If this is so, market expectations will have to move further away from June, with negative consequences for EUR/USD, all things being equal.

Little important data will be released in the Eurozone on Monday. The Consumer Price Index data for February is a revision of an estimate and is unlikely to deviate from the preliminary result of 2.6% for the general index and 3.1% for the core.

Technical Analysis: EUR/USD Looms Over the Abyss

EUR/USD finds temporary support as it extends its correction from the March 8 high at 1.0981.

The depth of the correction calls into question the sustainability of the dominant short-term uptrend so far.

Euro vs US Dollar: 4-hour chart

Prices remain above the fundamental level of 1.0867, the previous swing low. This level is likely to be decisive for the trend. If prices were to settle below, the balance of probabilities would tilt in favor of a reversal of the uptrend.

Such a breakout would likely extend to 1.0795, the low of the B leg of the previous ABC pattern of measured movement that developed to the upside during February and early March.

Alternatively, if the level holds, the short-term uptrend remains intact and is likely to resume. Confirmation of a higher high and an extension of the uptrend would come from a break above the 1.0981 highs.

After that, stiff resistance is expected at the psychological level of 1.1000, a likely bloody battlefield for bulls and bears.

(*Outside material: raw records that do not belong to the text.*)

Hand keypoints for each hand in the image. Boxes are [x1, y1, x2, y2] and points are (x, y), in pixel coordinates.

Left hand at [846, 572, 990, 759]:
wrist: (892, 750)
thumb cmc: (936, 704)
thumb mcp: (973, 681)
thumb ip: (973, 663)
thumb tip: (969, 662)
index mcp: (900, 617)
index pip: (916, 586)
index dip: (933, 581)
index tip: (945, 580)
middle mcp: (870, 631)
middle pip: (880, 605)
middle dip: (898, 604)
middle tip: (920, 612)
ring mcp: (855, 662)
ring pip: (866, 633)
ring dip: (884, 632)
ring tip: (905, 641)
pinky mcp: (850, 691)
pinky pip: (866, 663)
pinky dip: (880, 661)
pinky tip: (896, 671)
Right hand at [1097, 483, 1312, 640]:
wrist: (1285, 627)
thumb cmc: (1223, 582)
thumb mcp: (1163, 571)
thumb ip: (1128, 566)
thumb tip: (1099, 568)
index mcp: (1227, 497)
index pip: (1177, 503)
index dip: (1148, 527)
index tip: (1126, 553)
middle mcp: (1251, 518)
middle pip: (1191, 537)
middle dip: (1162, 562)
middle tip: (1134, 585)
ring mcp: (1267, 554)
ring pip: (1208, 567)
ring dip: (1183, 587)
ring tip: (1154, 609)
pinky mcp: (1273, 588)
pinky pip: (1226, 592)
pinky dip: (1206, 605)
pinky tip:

However, a decisive break above 1.1000 would open the doors for further rises towards the key resistance level of 1.1139, the December 2023 high.

A “decisive” breakout is characterized by a long green candle breaking cleanly above the level and closing near its high, or three green bars in a row, breaking cleanly above the level.

Frequently asked questions about the Fed

What does the Federal Reserve do and how does it affect the dollar?

The monetary policy of the United States is directed by the Federal Reserve (Fed). The Fed has two mandates: achieving price stability and promoting full employment. Your main tool to achieve these objectives is to adjust interest rates.
When prices rise too quickly and inflation exceeds the 2% target set by the Federal Reserve, it raises interest rates, increasing borrowing costs throughout the economy. This translates into a strengthening of the United States Dollar (USD), as it makes the United States a more attractive place for international investors to place their money.
When inflation falls below 2% or the unemployment rate is too high, the Federal Reserve can lower interest rates to encourage borrowing, which weighs on the greenback.

How often does the Federal Reserve hold monetary policy meetings?

The Federal Reserve (Fed) holds eight meetings a year, in which the Federal Open Market Committee (FOMC) evaluates the economic situation and makes monetary policy decisions.
The FOMC is made up of twelve Federal Reserve officials: the seven members of the Board of Governors, the president of the Federal Reserve Bank of New York, and four of the eleven presidents of the regional Reserve banks, who serve for one year on a rotating basis.

What is Quantitative Easing (QE) and how does it affect the USD?

In extreme situations, the Federal Reserve can resort to a policy called Quantitative Easing (QE). QE is the process by which the Fed substantially increases the flow of credit into a clogged financial system.
It is a non-standard policy measure used during crises or when inflation is extremely low. It was the Fed's weapon of choice during the Great Financial Crisis of 2008. It involves the Fed printing more dollars and using them to buy high-quality bonds from financial institutions. QE usually weakens the US dollar.

What is Quantitative Tightening (QT) and how does it affect the US Dollar?

Quantitative tightening (QT) is the reverse process of QE, whereby the Federal Reserve stops buying bonds from financial institutions and does not reinvest the capital of the maturing bonds it has in its portfolio to buy new bonds. It is usually positive for the value of the US Dollar.